Solder connection to the pattern of the main printed wiring board 3
A connector for a printed wiring board , wherein contact portions 83 and 93 face each other in the board insertion groove 5 and come into contact with the double-sided printed wiring board 4 inserted in the board insertion groove 5. 2. The printed wiring board connector according to claim 1 , wherein the support portions 81 and 91 of the first contact 8 and the second contact 9 are positioned and supported in the housing pressure portion 6 behind the board insertion groove 5. 3. The printed circuit board connector according to claim 2 , wherein fixing means 96 are formed near the solder terminal portion 95 of the contact 9 to engage with the housing 2 and prevent rattling of the solder terminal portion 95. 4. A housing in which a substrate insertion groove 15 is formed.
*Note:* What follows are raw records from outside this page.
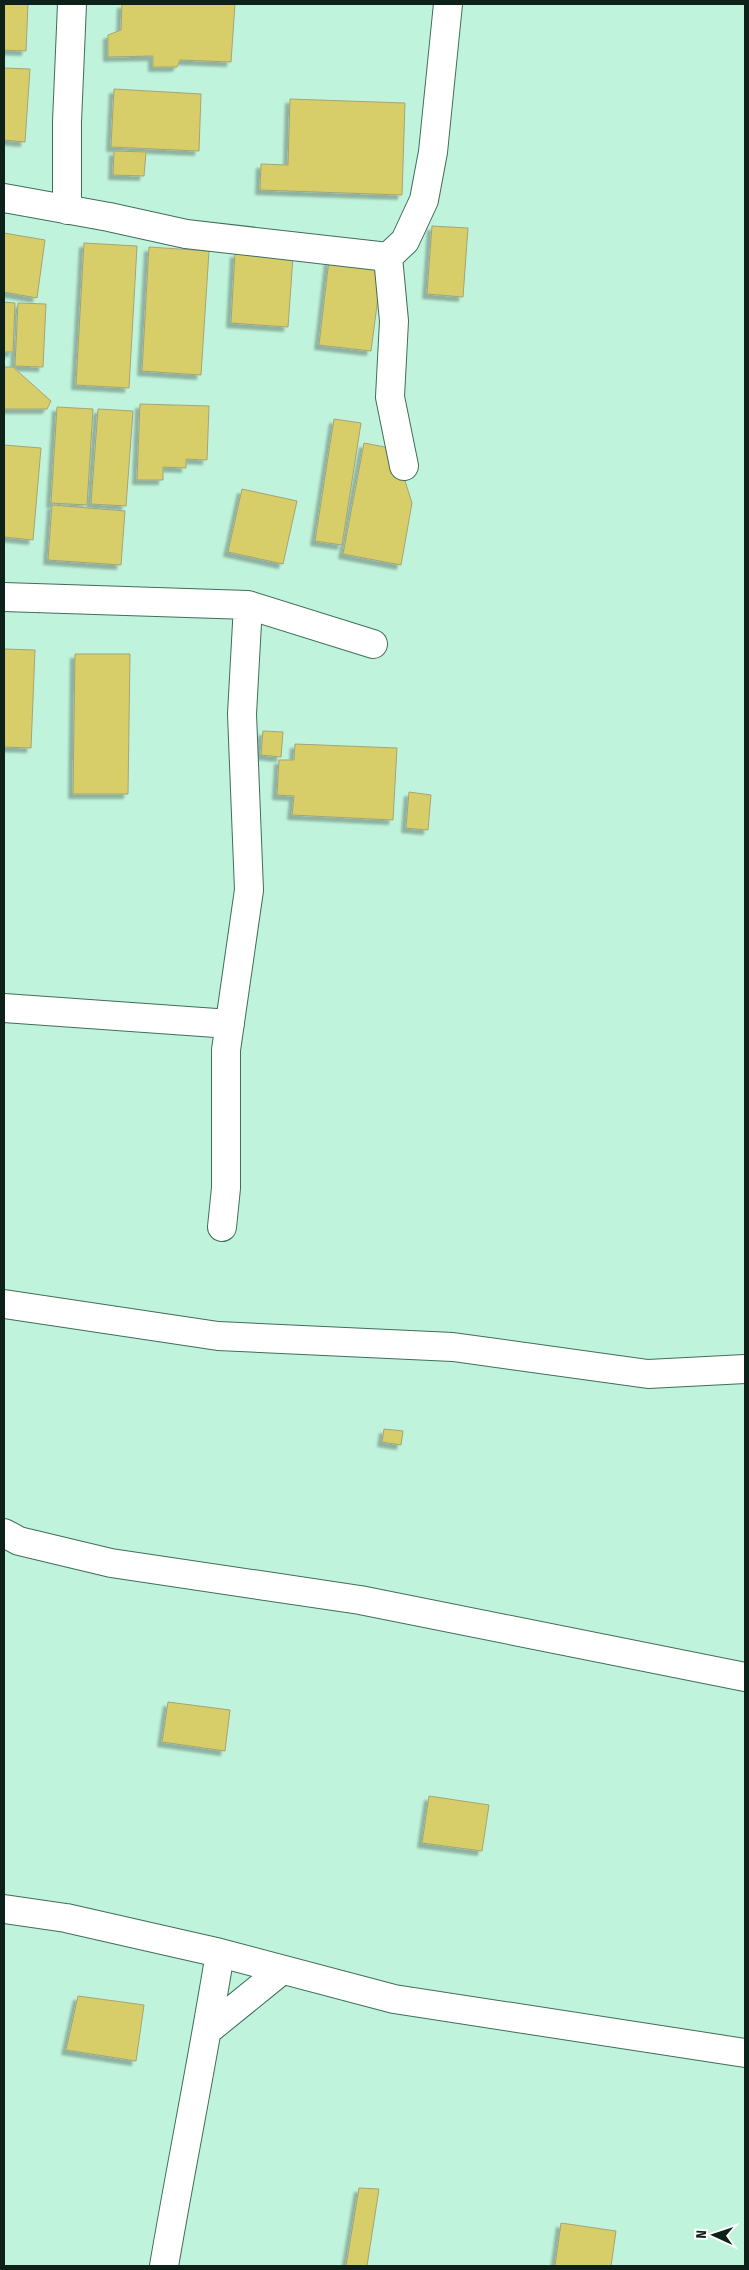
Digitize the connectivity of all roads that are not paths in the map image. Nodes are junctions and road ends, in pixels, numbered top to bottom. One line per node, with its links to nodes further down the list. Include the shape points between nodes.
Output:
1 (72, 4): 4 (street)
2 (448, 4): 5 (street, via 433,152 424,200 405,241)
3 (4, 198): 4 (street)
4 (67, 210): 5 (street, via 186,234)
5 (388, 257): 6 (street, via 394,321 390,397)
6 (404, 466)
7 (4, 597): 8 (street)
8 (248, 605): 9 (street); 11 (street, via 242,714 249,890)
9 (373, 644)
10 (4, 1008): 11 (street)
11 (230, 1024): 12 (street, via 226,1050 226,1188)
12 (222, 1227)
13 (4, 1304): 14 (street, via 218,1336 453,1347 648,1374)
14 (745, 1369)
15 (4, 1533): 16 (street, via 19,1541 111,1563 360,1600)
16 (745, 1677)
17 (4, 1909): 18 (street, via 66,1918)
18 (220, 1953): 19 (street); 20 (street)
19 (282, 1970): 20 (street); 21 (street, via 394,1999)
20 (208, 2030): 22 (street)
21 (745, 2053)
22 (164, 2266)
12, a plurality of contacts disposed along a board insertion groove 15, in the printed wiring board connector for printed circuit board and a plurality of contacts that are inserted into the board insertion groove 15 are in contact, the contact is a conductive metal plate A contact portion formed by punching out and using the cut surface as a contact surface with the double-sided printed wiring board 4
And 183 and 193, and the supporting portion 181 and 191 that is supported in the housing 12, and a solder terminal portion 185,195 which connects the pattern and the solder of the main printed wiring board 3, a plurality of contacts, forked female contact 14 Support
It becomes the first contact 18 and second contact 19 which is formed by cutting at the lifting portion 141 by a plurality of pairs of a pair, the first contact 18 and second contact 19 of each pair, the longitudinal substrate insertion groove 15 The housing 12 is located on the same plane perpendicular to the direction with a predetermined gap therebetween.
Is supported within, the respective contact portions 183 and 193 of the first contact 18 and second contact 19 are opposed to each other in the board insertion groove 15 within, in contact with the double-sided printed wiring board 4 inserted into the board insertion groove 15 A connector for a printed wiring board, characterized by the following.